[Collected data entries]
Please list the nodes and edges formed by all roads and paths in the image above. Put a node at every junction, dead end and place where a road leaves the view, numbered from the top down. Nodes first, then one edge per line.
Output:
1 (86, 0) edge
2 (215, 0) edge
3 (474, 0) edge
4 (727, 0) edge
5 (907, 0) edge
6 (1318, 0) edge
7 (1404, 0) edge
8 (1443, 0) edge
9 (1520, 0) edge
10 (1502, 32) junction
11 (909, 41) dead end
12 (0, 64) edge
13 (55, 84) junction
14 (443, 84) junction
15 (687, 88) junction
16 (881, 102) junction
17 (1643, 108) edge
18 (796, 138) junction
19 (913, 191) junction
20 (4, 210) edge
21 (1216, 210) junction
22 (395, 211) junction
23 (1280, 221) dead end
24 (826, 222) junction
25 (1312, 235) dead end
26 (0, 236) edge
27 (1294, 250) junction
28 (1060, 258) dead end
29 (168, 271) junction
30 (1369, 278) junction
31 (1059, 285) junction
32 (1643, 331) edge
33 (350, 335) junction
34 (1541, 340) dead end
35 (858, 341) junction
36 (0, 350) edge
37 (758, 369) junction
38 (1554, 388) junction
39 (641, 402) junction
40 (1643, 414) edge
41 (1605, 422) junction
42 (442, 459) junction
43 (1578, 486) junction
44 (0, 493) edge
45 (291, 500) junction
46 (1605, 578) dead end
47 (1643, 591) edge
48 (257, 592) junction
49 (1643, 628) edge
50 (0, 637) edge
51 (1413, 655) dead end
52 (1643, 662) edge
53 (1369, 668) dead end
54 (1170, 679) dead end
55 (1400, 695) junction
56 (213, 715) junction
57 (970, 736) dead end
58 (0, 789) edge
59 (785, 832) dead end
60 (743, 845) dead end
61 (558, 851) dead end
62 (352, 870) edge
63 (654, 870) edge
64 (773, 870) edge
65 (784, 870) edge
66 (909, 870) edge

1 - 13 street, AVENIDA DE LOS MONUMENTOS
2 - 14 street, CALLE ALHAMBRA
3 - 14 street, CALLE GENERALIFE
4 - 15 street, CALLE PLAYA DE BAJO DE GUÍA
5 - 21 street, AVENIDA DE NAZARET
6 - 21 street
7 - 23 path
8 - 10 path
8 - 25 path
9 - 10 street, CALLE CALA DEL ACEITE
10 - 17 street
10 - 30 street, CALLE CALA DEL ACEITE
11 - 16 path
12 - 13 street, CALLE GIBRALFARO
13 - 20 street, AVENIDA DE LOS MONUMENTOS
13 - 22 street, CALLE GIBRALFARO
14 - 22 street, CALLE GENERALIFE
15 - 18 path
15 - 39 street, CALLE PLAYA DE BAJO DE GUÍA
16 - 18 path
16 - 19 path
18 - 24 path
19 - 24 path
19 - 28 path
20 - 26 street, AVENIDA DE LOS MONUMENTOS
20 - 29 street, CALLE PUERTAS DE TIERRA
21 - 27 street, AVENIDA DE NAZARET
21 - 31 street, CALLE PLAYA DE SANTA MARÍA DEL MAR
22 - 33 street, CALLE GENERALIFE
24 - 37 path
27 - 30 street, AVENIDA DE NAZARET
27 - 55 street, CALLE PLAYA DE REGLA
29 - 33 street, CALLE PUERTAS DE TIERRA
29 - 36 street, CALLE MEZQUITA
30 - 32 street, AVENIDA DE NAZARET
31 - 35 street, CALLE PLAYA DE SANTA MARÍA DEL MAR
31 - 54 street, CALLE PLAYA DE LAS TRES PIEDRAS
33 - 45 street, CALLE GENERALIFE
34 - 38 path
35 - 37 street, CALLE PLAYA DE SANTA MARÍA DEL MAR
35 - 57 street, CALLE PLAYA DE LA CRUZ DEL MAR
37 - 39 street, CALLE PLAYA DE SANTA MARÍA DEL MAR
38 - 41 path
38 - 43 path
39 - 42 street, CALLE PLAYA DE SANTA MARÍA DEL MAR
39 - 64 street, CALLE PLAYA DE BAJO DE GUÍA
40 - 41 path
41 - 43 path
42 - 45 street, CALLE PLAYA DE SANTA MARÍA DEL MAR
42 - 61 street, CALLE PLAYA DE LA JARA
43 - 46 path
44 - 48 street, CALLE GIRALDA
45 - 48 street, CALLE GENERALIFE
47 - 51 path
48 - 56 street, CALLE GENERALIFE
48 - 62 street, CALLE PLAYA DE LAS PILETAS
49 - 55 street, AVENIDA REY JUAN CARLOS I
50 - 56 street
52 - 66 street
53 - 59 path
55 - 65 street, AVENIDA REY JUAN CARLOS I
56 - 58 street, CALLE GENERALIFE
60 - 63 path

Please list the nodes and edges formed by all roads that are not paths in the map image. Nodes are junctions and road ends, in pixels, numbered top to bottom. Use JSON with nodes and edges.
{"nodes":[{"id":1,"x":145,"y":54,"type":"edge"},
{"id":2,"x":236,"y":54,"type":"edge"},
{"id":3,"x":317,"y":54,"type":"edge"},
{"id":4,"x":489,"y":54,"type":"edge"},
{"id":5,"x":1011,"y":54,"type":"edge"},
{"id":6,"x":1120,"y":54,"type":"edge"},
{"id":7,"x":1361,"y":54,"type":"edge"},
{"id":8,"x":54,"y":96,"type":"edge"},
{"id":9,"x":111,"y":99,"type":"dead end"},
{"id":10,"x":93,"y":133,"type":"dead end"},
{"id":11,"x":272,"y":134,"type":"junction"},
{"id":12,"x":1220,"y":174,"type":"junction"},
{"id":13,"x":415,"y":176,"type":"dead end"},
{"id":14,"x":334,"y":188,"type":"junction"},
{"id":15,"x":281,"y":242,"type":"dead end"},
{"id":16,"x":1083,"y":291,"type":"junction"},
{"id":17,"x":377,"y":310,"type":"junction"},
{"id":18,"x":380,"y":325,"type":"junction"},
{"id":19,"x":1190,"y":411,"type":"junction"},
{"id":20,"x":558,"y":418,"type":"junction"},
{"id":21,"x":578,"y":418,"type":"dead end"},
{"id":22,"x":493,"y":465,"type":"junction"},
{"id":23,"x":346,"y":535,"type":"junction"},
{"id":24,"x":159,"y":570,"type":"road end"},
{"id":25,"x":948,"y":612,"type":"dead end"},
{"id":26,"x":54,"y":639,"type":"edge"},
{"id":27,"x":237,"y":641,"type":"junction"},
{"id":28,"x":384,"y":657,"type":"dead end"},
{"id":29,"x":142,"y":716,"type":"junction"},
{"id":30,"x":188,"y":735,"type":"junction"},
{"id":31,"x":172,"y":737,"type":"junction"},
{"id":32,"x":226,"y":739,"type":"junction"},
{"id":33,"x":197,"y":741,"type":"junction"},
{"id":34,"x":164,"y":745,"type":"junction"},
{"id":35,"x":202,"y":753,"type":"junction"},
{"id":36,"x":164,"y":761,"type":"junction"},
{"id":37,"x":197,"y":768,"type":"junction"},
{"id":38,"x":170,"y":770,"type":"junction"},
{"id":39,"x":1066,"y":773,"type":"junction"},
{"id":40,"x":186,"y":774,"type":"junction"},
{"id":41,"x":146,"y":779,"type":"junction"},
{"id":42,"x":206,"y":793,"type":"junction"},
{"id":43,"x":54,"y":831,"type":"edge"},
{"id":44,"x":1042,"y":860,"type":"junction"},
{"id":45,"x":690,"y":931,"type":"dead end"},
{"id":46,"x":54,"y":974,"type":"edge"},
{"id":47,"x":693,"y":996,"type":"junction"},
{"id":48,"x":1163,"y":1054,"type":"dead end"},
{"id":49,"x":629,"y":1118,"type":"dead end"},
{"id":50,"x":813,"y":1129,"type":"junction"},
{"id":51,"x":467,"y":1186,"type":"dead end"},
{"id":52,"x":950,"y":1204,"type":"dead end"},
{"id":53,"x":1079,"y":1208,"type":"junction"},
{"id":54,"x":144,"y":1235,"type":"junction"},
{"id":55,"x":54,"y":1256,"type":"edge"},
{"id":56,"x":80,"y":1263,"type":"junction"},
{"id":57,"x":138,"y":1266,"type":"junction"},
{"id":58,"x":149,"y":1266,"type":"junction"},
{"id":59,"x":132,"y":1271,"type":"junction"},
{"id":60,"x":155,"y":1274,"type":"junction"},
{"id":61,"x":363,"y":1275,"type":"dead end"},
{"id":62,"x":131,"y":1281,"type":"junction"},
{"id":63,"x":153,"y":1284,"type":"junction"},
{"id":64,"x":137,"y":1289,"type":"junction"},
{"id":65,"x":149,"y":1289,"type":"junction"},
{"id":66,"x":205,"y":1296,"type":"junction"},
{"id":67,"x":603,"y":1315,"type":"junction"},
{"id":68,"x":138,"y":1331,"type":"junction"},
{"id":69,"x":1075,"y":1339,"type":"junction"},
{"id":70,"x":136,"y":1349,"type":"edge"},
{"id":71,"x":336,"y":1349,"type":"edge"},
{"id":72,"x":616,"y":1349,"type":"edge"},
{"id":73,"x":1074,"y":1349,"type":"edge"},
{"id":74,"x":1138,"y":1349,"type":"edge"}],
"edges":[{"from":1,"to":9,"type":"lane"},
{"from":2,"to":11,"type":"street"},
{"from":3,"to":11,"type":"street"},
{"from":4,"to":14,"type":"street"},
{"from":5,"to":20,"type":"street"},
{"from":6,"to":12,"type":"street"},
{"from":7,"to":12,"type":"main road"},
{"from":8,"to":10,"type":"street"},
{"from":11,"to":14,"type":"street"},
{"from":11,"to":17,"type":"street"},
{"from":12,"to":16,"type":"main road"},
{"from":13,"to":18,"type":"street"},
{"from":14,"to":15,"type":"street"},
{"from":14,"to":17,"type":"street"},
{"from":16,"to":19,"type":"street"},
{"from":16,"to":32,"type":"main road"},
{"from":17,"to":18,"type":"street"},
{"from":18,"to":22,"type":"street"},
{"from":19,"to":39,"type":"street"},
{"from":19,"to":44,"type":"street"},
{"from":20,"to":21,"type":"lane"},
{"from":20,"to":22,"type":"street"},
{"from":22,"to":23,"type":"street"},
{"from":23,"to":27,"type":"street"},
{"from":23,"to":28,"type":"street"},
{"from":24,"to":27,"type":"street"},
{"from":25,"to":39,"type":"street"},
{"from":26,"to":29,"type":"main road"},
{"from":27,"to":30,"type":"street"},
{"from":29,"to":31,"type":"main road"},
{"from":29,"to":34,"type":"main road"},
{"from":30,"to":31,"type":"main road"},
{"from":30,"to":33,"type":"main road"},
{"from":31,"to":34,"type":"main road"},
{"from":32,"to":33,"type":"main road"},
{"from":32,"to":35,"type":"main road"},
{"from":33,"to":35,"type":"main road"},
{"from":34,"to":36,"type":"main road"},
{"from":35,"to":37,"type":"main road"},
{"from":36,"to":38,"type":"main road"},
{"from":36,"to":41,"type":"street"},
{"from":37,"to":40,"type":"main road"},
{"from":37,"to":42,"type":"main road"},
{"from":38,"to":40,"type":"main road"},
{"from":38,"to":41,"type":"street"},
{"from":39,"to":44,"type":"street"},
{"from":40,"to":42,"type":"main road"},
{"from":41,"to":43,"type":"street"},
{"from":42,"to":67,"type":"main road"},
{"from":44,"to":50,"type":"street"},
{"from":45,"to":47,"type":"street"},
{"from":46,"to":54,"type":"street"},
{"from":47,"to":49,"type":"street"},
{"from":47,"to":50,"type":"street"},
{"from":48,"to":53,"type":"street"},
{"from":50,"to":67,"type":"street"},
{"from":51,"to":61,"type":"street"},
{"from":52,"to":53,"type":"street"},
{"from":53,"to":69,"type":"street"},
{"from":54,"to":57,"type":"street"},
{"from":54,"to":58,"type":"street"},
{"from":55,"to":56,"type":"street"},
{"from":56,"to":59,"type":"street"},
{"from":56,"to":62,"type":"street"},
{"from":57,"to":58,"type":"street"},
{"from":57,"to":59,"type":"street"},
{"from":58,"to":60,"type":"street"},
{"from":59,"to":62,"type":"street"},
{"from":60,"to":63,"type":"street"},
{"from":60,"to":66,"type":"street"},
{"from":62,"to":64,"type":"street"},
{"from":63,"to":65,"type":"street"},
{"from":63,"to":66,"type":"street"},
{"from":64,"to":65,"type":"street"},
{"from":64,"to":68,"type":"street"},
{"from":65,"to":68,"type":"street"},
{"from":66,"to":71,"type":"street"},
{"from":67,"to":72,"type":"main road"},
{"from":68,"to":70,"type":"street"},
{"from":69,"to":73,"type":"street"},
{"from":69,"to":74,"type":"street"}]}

PROBLEM DESCRIPTION> In the entries above, find each line with the word "nodes" and show it.

TASK RESULT>
Please list the nodes and edges formed by all roads and paths in the image above. Put a node at every junction, dead end and place where a road leaves the view, numbered from the top down. Nodes first, then one edge per line.
Please list the nodes and edges formed by all roads that are not paths in the map image. Nodes are junctions and road ends, in pixels, numbered top to bottom. Use JSON with nodes and edges.
{"nodes":[{"id":1,"x":145,"y":54,"type":"edge"},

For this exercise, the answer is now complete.